*** Opening of PROVIDED DATA ***
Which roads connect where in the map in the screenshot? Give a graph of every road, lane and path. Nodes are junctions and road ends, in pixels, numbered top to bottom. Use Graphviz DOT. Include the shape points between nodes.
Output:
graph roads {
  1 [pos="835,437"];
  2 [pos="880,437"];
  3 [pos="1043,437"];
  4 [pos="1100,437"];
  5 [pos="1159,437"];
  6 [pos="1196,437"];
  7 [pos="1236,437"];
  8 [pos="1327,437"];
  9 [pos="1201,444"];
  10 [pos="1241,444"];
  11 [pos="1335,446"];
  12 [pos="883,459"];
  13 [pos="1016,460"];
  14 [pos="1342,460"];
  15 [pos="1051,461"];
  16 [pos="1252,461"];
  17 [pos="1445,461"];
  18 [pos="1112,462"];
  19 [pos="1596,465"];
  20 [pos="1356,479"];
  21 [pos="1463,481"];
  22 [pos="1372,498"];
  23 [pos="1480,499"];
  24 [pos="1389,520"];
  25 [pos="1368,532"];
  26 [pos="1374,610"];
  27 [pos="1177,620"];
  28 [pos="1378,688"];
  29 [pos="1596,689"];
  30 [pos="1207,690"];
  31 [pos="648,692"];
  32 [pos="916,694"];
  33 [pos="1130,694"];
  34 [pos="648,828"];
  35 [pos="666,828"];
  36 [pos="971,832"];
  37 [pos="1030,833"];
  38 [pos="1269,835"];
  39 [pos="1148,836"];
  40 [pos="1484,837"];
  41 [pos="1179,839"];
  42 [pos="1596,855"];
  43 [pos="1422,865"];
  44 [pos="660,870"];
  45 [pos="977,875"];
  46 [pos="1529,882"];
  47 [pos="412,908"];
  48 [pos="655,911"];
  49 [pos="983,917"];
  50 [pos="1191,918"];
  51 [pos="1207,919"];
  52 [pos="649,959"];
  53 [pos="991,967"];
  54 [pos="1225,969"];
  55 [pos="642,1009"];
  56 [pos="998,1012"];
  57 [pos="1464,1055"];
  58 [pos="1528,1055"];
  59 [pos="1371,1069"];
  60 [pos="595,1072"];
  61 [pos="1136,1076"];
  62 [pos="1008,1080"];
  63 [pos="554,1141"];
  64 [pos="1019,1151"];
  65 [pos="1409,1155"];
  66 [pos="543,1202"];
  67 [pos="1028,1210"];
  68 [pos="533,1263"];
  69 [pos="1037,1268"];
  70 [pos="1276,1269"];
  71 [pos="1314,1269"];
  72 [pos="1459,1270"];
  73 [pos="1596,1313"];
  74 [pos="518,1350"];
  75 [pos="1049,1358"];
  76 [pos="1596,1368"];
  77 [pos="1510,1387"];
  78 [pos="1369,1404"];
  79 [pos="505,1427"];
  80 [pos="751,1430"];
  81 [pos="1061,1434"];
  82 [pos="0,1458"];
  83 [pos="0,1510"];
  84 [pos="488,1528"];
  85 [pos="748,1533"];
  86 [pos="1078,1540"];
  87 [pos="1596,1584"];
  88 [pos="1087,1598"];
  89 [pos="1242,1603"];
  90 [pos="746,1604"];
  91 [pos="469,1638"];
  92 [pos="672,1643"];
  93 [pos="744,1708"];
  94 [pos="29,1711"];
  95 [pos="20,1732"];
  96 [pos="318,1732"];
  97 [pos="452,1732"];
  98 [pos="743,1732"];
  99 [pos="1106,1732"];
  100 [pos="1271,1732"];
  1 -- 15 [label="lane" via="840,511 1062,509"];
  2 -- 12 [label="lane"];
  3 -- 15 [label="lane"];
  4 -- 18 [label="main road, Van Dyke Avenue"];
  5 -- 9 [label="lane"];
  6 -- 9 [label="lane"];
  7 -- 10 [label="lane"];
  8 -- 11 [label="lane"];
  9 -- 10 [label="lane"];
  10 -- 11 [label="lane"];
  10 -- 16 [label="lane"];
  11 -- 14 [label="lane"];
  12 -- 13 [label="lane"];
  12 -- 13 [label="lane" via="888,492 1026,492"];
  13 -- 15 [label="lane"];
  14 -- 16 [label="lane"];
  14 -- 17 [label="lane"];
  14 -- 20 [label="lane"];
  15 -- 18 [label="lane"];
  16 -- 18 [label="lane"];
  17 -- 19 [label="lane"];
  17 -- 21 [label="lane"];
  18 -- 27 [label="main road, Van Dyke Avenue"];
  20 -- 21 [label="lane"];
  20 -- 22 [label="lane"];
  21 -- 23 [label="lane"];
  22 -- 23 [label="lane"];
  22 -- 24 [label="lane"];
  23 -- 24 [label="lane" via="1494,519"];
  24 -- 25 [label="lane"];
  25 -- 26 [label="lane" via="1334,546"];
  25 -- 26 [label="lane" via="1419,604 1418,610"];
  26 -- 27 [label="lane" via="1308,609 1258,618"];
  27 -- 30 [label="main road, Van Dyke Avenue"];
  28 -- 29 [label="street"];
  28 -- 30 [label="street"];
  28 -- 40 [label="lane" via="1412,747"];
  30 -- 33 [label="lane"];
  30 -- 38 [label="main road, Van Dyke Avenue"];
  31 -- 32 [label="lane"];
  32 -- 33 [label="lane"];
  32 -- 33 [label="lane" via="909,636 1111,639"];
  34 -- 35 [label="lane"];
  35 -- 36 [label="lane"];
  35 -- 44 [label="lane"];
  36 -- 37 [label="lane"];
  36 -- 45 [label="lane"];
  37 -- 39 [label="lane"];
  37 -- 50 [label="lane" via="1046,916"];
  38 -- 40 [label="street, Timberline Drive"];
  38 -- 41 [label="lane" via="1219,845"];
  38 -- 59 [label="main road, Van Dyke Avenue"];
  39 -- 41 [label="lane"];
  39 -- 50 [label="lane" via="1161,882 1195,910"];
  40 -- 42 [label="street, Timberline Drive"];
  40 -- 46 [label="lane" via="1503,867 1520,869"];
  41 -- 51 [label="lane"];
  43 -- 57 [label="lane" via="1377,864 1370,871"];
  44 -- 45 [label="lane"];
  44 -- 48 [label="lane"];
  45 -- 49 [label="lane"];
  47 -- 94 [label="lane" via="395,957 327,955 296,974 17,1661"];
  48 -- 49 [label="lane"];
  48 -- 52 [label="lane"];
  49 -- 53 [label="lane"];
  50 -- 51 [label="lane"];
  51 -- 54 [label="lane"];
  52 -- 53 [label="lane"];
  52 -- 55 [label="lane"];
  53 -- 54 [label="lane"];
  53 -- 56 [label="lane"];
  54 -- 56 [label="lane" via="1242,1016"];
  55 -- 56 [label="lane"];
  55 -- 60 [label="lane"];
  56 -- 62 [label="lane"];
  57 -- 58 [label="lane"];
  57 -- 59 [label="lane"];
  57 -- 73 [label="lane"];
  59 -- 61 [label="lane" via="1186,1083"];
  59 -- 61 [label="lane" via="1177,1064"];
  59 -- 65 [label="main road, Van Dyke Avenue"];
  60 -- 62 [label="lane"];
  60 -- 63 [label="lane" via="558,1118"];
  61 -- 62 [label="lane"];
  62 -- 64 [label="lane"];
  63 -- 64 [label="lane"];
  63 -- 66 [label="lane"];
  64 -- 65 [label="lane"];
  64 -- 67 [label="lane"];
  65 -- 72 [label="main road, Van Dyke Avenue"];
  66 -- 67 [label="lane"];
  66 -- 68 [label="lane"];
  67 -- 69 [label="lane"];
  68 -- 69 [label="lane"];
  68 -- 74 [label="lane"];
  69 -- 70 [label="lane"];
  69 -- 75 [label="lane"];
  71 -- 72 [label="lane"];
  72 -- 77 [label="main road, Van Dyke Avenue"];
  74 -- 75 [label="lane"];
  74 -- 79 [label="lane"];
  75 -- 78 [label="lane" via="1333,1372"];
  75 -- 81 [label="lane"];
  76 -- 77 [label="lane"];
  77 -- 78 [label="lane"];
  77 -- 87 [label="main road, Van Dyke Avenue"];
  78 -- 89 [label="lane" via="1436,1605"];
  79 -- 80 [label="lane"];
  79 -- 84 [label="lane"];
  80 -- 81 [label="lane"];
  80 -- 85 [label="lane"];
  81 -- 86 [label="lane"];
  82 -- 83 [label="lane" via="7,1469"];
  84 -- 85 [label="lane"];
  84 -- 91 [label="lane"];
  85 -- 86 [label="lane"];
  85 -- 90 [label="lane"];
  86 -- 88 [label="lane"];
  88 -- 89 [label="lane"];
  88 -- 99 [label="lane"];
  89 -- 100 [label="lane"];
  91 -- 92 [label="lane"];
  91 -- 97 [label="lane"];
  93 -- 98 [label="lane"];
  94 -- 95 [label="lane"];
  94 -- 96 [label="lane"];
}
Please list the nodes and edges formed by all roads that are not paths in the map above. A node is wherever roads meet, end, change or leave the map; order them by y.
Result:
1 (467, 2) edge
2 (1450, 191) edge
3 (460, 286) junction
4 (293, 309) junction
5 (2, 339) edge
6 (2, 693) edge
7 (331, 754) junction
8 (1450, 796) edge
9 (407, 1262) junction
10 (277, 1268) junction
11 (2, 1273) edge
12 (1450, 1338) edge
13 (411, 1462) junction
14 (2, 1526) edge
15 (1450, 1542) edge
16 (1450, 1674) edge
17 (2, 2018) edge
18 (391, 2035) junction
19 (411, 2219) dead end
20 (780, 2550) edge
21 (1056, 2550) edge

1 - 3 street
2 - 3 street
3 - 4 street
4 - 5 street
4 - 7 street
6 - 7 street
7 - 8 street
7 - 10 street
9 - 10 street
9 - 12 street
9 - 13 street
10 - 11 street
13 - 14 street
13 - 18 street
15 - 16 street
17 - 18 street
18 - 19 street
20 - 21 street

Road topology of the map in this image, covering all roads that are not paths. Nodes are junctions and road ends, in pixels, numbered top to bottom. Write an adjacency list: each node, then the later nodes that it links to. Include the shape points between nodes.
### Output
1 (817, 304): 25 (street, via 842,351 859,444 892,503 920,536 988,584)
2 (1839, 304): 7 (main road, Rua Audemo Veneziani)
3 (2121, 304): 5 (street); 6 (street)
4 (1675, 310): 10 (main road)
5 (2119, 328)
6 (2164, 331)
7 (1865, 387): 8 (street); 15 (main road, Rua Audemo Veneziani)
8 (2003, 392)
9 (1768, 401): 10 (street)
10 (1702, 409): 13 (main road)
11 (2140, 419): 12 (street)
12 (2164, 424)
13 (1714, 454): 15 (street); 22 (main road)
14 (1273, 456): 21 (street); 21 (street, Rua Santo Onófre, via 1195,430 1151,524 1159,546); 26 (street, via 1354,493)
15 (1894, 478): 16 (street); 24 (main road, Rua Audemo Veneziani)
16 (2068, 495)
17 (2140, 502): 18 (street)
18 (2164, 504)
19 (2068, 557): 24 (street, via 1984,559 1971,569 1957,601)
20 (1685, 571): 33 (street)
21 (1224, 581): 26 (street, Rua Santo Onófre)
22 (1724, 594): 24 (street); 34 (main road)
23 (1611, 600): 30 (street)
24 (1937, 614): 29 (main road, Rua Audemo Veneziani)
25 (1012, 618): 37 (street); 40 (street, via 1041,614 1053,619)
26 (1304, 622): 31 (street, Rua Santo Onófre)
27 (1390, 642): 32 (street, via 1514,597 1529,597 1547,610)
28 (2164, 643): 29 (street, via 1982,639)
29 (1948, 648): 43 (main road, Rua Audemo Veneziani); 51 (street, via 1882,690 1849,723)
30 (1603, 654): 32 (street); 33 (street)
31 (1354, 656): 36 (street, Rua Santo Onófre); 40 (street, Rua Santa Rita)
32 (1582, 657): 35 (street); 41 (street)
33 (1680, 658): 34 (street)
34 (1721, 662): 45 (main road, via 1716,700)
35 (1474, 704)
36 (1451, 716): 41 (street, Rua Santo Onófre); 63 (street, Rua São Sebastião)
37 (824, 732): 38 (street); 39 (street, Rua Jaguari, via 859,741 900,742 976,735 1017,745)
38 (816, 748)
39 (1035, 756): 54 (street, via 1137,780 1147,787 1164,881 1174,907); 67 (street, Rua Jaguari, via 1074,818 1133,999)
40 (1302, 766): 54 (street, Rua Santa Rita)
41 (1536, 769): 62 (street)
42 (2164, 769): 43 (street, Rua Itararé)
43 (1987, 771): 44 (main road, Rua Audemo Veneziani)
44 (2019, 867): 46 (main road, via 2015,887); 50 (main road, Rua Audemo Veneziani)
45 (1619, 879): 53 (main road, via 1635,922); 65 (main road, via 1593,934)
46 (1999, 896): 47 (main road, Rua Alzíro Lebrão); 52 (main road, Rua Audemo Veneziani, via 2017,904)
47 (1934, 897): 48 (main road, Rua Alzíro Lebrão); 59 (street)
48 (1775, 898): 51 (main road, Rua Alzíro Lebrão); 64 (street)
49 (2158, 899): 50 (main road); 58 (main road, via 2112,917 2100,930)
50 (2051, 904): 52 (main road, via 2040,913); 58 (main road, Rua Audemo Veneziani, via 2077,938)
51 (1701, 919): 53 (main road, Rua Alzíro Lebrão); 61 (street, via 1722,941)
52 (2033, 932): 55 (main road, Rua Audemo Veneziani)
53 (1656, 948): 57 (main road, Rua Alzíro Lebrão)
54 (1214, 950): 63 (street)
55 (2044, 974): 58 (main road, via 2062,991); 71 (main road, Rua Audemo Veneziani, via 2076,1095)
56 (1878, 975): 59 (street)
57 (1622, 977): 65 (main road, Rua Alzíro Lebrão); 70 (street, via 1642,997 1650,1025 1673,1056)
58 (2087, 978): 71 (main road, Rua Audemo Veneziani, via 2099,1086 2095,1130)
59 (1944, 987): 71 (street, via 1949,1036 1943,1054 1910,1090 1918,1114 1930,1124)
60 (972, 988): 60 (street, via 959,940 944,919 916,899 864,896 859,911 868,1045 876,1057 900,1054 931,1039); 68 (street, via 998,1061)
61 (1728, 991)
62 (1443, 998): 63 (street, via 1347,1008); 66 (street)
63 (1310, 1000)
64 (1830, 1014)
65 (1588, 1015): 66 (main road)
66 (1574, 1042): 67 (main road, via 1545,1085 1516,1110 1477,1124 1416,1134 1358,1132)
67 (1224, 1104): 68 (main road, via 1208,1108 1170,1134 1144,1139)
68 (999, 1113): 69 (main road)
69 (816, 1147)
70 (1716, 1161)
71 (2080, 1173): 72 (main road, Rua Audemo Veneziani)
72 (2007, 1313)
*** Close of PROVIDED DATA ***
▶ WORK ORDER
Search the entries above for the string "Santa". Copy each line that holds it.

▶ OUTPUT FOR THIS TASK
31 (1354, 656): 36 (street, Rua Santo Onófre); 40 (street, Rua Santa Rita)
40 (1302, 766): 54 (street, Rua Santa Rita)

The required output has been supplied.